Ainda que a maioria dos estudiosos, ao buscar a origem do flamenco, ignore a história do sul da península ibérica, anterior ao século XVIII,creio que tem lógica pensar que o cruzamento de culturas ocorrido em Andaluzia ao longo de sua história, tem a ver com a formação dessa expressão artística e cultural.
O genótipo flamenco contém informações sobre suas influências greco-romanas, refugiadas até a Idade Média nos cantos litúrgicos bizantinos. Segundo Calado (2005), Manuel de Falla, compositor espanhol, achou essa conexão em traços como a melodia e a escala menor descendente. Parece haver também influencias hindus. Os estudiosos citam Abulhasam Ali Ben Nají (Zyryab), procedente de Bagdá, que foi músico da corte durante o califado de Abderraman 11 em Córdoba (822-852 O.C.). Objeto de estudos para intelectuais e fonte de inspiração para os artistas, Ziryab (o pássaro negro) foi tema de um disco do músico Paco de Lucía em 1990.
A dominação árabe (711-1492) enraizou na região de Andaluzia modos de organização política, social e econômica, ciências, artes e costumes. Depois de mais sete séculos de convivência, a música não deve ter sido menos influenciada. Assim mostram exemplos do palpável paralelismo entre as modulações dos cantos flamencos e as chamadas à oração muçulmanas, assim como entre os ritmos de ambas as músicas. Além disso, textos do séc. XIX, tais como Cosas de Espanha de Richard Ford, fundamentam a idéia da influência árabe no flamenco.

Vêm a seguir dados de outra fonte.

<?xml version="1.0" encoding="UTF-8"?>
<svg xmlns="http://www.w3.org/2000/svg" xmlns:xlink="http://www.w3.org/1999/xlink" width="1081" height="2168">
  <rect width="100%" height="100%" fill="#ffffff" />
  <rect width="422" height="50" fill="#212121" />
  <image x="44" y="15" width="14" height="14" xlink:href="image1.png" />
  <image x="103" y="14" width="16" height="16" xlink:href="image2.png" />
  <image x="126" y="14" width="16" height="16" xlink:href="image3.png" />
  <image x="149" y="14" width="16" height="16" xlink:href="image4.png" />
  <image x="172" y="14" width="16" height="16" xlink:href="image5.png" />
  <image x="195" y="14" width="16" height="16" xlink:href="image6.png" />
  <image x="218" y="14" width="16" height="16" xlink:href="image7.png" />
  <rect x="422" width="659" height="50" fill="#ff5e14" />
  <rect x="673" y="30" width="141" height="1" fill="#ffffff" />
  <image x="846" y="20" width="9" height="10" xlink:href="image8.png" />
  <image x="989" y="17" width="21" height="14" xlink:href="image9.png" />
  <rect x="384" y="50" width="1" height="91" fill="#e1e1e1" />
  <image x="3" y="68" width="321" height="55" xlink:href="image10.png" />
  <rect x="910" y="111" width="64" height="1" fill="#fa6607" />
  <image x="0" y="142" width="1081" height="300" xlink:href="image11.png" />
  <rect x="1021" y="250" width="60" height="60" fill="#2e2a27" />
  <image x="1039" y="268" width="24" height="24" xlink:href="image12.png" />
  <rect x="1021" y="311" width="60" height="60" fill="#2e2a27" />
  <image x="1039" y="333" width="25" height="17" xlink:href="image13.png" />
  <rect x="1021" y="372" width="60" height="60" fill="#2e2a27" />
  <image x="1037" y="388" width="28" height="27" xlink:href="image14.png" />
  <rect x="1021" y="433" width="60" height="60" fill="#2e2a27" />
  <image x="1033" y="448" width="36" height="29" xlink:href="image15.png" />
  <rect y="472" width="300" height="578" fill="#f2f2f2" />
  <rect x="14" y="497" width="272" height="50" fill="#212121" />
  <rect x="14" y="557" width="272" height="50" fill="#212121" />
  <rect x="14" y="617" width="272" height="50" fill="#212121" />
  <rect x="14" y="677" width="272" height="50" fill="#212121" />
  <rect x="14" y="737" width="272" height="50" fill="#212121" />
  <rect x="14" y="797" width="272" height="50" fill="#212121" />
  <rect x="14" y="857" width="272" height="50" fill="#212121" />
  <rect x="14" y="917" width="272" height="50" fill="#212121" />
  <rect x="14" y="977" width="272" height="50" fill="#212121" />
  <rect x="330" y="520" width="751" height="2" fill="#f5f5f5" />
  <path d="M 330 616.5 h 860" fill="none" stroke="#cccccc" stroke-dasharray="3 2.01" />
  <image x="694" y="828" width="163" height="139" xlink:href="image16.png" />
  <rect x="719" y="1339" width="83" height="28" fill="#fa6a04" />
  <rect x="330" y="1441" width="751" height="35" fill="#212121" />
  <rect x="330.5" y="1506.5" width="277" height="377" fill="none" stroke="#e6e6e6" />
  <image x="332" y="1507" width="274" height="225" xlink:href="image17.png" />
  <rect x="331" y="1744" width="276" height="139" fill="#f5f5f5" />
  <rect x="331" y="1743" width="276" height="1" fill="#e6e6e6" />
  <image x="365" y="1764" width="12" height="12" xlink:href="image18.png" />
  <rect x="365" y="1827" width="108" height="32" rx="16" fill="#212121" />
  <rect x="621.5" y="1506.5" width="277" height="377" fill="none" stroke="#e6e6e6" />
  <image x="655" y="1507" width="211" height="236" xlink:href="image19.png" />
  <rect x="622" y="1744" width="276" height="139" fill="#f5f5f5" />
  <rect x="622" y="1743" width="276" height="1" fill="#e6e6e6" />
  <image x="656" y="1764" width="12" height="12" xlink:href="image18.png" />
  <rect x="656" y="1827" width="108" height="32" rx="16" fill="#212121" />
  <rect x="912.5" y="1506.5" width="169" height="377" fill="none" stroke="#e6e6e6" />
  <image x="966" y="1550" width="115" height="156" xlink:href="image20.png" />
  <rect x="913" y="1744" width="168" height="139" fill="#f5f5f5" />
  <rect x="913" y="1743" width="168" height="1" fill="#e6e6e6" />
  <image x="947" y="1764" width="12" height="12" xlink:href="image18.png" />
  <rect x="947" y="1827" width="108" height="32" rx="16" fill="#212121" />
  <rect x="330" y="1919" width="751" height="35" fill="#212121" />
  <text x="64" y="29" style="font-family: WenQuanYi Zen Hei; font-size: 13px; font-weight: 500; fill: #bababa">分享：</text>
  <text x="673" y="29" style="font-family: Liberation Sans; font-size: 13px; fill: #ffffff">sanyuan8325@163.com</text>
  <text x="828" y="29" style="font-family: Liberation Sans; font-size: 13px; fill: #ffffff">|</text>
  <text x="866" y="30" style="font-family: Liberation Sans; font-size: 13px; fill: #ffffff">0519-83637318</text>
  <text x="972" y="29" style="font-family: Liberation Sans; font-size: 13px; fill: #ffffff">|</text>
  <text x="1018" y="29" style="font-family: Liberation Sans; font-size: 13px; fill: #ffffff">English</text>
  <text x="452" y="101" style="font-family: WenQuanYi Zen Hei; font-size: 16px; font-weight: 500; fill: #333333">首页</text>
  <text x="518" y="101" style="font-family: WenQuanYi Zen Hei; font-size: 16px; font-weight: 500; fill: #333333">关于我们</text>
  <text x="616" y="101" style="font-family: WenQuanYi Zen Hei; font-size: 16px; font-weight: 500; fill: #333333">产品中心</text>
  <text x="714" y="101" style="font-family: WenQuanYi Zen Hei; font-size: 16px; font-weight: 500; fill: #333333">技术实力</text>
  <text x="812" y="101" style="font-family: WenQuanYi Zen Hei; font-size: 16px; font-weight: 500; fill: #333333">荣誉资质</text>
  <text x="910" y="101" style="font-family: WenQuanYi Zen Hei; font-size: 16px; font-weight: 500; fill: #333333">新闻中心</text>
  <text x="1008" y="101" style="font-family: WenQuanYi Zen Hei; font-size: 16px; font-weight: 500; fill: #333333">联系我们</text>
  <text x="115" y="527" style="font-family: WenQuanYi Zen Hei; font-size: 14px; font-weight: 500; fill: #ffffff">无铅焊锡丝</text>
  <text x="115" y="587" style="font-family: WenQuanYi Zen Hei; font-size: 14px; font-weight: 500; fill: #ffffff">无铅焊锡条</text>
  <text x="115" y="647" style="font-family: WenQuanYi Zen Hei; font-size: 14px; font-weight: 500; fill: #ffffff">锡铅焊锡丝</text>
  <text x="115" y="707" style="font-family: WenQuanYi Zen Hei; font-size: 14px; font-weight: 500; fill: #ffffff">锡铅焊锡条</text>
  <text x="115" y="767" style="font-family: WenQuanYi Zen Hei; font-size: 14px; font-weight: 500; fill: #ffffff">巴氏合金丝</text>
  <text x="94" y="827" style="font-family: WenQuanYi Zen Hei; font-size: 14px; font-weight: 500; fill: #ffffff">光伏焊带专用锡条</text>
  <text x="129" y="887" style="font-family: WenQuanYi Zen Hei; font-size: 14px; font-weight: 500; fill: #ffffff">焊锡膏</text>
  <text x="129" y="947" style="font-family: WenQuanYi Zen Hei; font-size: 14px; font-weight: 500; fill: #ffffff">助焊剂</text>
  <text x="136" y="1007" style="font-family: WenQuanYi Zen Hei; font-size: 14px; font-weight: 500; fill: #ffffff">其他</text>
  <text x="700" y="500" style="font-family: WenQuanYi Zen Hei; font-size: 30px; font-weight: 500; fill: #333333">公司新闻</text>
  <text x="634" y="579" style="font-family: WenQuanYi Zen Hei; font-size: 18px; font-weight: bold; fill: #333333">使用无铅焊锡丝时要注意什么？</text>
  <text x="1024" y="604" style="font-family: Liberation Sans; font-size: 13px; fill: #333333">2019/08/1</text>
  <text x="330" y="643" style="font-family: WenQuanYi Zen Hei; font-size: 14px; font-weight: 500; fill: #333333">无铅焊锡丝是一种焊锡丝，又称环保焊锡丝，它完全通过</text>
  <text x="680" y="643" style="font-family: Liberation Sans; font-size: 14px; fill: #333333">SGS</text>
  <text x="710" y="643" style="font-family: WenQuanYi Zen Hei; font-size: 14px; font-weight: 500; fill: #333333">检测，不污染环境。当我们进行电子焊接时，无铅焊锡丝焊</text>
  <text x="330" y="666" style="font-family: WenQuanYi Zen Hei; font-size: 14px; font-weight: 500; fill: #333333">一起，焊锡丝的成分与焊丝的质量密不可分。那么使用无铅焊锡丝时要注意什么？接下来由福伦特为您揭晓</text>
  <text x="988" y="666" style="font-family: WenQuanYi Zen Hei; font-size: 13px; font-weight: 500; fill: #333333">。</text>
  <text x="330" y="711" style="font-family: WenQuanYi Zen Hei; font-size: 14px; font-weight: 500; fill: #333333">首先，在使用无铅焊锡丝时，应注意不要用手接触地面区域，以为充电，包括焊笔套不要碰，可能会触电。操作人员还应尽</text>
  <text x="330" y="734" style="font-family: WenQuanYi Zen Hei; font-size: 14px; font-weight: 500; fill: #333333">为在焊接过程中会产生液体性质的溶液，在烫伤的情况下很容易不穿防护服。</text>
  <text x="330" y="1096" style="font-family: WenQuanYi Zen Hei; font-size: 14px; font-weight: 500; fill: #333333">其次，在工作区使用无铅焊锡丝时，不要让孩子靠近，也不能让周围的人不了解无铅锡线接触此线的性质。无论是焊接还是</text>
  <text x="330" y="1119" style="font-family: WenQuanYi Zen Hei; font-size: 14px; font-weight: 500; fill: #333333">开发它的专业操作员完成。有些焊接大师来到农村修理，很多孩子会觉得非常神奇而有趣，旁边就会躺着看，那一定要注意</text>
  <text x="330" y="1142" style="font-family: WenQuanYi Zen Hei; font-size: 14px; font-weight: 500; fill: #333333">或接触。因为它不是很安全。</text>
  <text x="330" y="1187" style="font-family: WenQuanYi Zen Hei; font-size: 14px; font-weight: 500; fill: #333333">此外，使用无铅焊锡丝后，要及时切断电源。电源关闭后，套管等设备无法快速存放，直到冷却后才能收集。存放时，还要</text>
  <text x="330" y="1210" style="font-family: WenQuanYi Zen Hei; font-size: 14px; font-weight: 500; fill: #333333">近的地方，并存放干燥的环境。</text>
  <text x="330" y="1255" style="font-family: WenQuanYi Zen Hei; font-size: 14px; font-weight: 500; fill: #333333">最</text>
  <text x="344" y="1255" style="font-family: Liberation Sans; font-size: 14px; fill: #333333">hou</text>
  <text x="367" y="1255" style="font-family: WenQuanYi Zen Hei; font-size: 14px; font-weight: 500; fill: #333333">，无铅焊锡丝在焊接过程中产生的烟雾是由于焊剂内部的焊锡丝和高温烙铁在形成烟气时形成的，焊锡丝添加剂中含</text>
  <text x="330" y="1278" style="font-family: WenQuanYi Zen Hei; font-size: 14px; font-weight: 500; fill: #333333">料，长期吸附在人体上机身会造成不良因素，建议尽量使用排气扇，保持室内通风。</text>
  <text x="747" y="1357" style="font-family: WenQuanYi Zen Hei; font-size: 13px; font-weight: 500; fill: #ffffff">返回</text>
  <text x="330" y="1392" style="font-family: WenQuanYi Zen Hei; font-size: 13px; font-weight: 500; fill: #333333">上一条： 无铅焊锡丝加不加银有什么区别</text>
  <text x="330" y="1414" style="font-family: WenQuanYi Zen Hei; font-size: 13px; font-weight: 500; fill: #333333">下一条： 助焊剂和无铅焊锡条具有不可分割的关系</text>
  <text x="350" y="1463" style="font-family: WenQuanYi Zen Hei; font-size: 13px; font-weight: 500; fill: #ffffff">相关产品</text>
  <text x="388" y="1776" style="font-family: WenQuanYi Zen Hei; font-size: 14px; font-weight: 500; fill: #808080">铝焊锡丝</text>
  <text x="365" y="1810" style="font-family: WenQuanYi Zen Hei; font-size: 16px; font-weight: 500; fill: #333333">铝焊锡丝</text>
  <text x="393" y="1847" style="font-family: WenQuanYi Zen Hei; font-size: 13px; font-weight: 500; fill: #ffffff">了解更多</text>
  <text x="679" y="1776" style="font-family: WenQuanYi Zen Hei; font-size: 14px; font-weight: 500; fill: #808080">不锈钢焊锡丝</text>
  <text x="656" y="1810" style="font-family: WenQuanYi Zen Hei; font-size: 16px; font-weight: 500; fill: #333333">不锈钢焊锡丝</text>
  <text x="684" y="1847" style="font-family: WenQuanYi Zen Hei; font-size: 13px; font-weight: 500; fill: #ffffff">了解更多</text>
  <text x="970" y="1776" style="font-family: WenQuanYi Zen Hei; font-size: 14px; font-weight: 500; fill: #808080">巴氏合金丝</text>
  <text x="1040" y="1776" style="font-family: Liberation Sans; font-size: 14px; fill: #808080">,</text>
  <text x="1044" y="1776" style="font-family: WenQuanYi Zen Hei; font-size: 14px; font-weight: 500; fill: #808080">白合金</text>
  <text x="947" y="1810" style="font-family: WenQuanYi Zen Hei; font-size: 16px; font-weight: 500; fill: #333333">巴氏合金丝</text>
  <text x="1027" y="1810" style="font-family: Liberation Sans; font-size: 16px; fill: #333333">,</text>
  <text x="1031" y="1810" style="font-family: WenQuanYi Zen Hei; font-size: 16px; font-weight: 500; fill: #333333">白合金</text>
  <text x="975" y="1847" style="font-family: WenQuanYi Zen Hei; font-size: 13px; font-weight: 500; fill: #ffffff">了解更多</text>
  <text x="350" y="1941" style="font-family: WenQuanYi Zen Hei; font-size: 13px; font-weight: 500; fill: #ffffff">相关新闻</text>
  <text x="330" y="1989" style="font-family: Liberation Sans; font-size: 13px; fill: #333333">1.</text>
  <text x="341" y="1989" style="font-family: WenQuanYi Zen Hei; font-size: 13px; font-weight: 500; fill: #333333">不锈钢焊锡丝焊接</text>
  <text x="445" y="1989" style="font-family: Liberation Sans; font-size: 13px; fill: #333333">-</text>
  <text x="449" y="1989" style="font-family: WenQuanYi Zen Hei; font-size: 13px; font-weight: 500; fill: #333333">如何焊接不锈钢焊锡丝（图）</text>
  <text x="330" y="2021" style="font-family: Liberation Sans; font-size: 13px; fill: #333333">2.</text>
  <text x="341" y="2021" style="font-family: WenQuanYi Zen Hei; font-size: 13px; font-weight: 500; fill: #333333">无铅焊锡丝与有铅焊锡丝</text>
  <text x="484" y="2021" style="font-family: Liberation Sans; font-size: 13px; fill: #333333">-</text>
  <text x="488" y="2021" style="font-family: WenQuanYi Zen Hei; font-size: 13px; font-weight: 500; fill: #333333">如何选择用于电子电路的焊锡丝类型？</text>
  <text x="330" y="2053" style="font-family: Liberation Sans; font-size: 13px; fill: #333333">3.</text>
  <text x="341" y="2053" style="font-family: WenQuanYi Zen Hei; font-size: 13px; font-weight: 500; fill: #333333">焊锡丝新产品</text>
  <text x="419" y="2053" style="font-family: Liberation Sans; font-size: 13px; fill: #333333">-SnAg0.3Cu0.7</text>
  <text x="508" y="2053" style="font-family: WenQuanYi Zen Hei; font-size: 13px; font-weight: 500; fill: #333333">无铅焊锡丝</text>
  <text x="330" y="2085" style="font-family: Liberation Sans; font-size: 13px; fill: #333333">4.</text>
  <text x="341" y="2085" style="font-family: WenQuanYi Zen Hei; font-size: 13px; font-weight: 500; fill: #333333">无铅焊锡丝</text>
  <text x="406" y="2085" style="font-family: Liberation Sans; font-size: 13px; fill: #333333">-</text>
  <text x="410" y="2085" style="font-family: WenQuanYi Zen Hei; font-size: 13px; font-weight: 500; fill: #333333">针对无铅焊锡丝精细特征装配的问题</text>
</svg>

Tampouco podemos descartar a influência judaica na formação da arte flamenca. Rossy (1998) diz que "o povo israelita por sua convivência de séculos com os espanhóis, inclusive na Espanha muçulmana, teve grande oportunidade de influir no canto flamenco..." (tradução do autor). O autor acredita que muitos cantores flamencos, os chamados cantaores, eram judeus.
O paulatino desmembramento político dos territórios árabe-andaluzes abre para os reinos cristãos do norte da península, as portas desse rico caldeirão cultural. Desde 1236, ano de queda de Córdoba até 1492 quando a tomada de Granada finaliza a reconquista, Castela influenciou Andaluzia e foi, obviamente, também influenciada por ela. O fato é que a partir do século XV outros modos culturais tiveram caminho livre para matizar ainda mais o repertório cultural de Andaluzia.
Na mesma época, ocorreu outro fator chave para a formação do flamenco; a chegada dos ciganos à Espanha. O mais antigo documento que trata dessa onda de imigrantes data de 1425. A teoria mais aceita é que os ciganos seriam de Punjab, noroeste da índia, de onde teriam empreendido um longo êxodo que, entre os séculos VII e XIV, por causas pouco esclarecidas, foi adentrando o continente europeu. Os ciganos que se estabeleceram no sul da península ibérica, teriam se encontrado com o rico folclore andaluz, o qual teriam assimilado, e passado a interpretar segundo as características de sua própria cultura.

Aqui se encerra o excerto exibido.